### Exercise instructions
The answer must be the full set of records, repeated exactly.

*** Raw data Section Begins ***

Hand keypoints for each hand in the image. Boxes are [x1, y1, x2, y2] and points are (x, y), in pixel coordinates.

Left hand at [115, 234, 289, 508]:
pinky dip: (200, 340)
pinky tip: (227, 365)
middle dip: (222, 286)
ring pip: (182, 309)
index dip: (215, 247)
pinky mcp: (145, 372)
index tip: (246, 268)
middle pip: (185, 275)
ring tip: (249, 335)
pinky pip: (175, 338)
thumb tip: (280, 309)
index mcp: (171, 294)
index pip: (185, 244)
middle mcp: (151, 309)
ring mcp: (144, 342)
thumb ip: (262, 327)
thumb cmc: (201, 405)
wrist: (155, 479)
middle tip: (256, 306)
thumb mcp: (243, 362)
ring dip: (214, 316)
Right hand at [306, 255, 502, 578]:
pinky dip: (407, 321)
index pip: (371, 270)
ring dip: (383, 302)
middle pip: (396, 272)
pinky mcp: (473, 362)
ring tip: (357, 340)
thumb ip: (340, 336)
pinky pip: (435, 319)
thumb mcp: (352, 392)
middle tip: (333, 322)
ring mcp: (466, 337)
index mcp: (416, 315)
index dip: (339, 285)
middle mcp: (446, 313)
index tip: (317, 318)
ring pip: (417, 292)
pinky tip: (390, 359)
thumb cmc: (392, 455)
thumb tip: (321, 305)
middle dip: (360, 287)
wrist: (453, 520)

*** Raw data Section Ends ***

### Task answer
Hand keypoints for each hand in the image. Boxes are [x1, y1, x2, y2] and points are (x, y), in pixel coordinates.

Left hand at [115, 234, 289, 508]:
pinky dip: (200, 340)
pinky tip: (227, 365)
middle dip: (222, 286)
ring pip: (182, 309)
index dip: (215, 247)
pinky mcp: (145, 372)
index tip: (246, 268)
middle pip: (185, 275)
ring tip: (249, 335)
pinky pip: (175, 338)
thumb tip: (280, 309)
index mcp: (171, 294)
index pip: (185, 244)
middle mcp: (151, 309)
ring mcp: (144, 342)
thumb ip: (262, 327)
thumb cmc: (201, 405)
wrist: (155, 479)
middle tip: (256, 306)
thumb mcp: (243, 362)
ring dip: (214, 316)
Right hand at [306, 255, 502, 578]:
pinky dip: (407, 321)
index pip: (371, 270)
ring dip: (383, 302)
middle pip: (396, 272)
pinky mcp: (473, 362)
ring tip: (357, 340)
thumb ip: (340, 336)
pinky pip: (435, 319)
thumb mcp: (352, 392)
middle tip: (333, 322)
ring mcp: (466, 337)
index mcp: (416, 315)
index dip: (339, 285)
middle mcp: (446, 313)
index tip: (317, 318)
ring pip: (417, 292)
pinky tip: (390, 359)
thumb cmc: (392, 455)
thumb tip: (321, 305)
middle dip: (360, 287)
wrist: (453, 520)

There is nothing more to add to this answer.